Help and contact points
The Frankfurt Life Aid offers places in children’s facilities, housing options and outpatient services. Contact via the Gut Hausen office, Friedrich-Wilhelm-von-Steuben-Strasse 2, Tel. 069/174 892 500, email:
[email protected] and online at www.lebenshilfe-ffm.de
The EUTB (Supplementary independent participation advice) advises people with disabilities or relatives free of charge and on all questions of participation and rehabilitation. Contact via the Frankfurt Association, Mainzer Landstraße 233, Tel.: 069/73 94 367 28,
Email: [email protected] and online at www.eutb-frankfurt.de
The International Confederation (IB) has a support and advice center in Frankfurt. The educators there: help with dealing with authorities, in crisis situations and with all questions relating to participation. Contact the center in Hanauer Landstr. 146 by phone: 069/90 43 98 40 or email: [email protected]

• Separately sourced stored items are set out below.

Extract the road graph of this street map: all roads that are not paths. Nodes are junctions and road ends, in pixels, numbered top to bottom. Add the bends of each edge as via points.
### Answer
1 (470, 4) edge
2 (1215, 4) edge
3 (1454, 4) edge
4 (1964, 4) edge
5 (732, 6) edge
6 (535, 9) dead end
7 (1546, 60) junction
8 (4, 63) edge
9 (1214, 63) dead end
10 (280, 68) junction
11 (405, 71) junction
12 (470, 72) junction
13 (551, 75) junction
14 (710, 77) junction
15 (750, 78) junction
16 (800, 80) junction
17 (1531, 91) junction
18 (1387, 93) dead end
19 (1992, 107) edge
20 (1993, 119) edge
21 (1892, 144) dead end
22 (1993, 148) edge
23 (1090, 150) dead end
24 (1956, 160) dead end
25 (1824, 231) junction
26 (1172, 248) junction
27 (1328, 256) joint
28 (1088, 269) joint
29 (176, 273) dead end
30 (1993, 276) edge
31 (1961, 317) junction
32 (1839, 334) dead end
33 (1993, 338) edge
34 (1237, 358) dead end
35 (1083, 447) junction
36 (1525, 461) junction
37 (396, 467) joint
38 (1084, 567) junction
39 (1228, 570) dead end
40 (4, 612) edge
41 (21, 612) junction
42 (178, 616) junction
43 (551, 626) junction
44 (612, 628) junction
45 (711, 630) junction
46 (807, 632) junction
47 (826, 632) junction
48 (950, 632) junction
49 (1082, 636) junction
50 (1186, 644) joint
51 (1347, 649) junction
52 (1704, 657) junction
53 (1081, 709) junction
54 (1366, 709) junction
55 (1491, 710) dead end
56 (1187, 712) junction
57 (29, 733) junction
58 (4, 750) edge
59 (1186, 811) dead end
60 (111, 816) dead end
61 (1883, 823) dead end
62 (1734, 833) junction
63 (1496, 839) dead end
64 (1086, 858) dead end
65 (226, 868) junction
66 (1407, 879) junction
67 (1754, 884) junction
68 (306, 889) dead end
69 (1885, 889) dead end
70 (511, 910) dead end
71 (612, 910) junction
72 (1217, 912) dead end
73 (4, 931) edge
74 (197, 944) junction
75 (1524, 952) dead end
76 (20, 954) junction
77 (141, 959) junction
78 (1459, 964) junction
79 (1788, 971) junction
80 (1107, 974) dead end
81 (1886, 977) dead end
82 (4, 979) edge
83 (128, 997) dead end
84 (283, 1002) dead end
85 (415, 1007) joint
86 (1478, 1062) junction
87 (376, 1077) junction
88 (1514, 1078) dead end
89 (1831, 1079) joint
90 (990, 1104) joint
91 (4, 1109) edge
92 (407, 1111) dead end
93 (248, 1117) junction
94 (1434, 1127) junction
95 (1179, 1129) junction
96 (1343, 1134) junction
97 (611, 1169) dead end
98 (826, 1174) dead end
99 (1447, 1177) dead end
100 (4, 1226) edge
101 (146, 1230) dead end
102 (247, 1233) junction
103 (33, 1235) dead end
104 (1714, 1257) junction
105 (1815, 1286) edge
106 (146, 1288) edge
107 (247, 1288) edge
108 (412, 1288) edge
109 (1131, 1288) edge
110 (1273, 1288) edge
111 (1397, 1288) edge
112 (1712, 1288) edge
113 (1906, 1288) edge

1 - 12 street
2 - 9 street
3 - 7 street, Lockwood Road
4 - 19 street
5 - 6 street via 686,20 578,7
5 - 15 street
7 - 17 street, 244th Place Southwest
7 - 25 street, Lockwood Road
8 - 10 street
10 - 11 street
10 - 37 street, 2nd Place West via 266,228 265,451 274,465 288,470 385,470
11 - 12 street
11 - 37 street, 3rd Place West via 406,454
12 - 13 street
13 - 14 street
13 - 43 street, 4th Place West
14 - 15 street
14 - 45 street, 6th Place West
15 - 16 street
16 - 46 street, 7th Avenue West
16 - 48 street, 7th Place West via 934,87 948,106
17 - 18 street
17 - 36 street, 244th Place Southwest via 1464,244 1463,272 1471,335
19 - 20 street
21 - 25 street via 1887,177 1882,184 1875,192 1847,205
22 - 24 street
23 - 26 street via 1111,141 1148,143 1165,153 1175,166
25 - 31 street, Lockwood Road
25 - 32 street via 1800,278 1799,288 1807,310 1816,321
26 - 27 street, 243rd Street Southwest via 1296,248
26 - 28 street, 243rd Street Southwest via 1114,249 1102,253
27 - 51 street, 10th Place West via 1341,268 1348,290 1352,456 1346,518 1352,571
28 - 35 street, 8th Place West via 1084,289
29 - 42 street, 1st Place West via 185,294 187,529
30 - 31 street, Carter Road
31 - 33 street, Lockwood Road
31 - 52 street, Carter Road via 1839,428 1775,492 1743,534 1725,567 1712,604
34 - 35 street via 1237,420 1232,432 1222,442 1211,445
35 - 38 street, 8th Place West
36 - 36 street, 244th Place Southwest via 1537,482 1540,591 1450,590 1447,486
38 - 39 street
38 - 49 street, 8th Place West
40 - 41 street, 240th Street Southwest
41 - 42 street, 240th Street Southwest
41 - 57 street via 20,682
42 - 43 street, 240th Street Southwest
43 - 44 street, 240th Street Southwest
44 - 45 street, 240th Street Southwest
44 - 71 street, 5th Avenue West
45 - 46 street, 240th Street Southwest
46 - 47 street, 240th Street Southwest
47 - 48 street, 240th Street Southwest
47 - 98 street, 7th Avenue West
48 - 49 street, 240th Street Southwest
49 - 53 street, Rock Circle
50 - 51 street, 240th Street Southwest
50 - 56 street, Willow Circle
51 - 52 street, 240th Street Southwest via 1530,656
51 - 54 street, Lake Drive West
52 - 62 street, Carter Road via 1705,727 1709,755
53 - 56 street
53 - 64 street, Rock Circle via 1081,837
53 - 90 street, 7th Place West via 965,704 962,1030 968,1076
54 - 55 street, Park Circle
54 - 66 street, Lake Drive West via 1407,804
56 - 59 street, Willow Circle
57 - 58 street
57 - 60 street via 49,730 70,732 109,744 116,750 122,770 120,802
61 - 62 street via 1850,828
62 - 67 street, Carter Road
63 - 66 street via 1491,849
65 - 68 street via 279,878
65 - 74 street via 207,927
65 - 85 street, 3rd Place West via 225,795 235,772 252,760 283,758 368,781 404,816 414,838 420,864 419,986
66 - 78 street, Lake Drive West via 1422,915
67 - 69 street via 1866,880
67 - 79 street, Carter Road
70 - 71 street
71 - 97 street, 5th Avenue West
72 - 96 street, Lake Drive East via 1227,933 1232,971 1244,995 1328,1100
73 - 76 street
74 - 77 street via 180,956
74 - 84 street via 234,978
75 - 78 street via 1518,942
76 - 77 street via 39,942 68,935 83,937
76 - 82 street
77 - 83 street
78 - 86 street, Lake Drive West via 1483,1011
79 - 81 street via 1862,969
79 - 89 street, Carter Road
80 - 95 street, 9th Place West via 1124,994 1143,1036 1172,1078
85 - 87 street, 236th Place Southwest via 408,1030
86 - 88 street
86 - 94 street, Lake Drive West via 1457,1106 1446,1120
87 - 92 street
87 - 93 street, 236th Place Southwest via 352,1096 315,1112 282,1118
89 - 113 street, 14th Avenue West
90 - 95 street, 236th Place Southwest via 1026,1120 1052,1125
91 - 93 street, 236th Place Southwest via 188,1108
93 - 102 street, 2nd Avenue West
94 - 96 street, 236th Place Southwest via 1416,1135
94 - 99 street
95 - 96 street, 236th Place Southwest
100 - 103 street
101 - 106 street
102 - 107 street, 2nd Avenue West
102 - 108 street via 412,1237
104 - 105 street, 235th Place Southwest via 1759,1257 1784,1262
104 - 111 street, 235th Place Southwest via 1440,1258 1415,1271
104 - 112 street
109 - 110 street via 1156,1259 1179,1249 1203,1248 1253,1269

The Union Disabled people and their friends (Cebeef) offers assistance, care, integration aids, a transport service and more. Contact the head office in Frankfurt, Königsbergerstr. 2, by phone 069/97 05 22 0, email: [email protected] and at www.cebeef.de on the internet. microphone
That triggered something in her. Later in Germany she spent her youth on the stage, was courageous and self-confident. Those qualities that she would also like to teach her customers so that they can live their lives in freedom and dignity. “It’s never too late to see what you really want to do with your life,” she says. And you shouldn’t let outsiders tell you what you can and can’t do.
The Frankfurt native draws strength from the feedback from the participants in her coaching. “It motivates me to keep going.” People tell her that they cut their hair shorter so they could no longer hide behind it, or that their personal story of their first kiss at 41 encouraged a woman to have one to look for partners.
Cross wants to help make people with disabilities more visible. “It is normal for a person with a disability to read the news, become a model or be on stage.” Politicians can certainly do more to make life easier for these people. But people with disabilities also have to do something about it themselves. Cross will help with this. Because they are more than just their disability.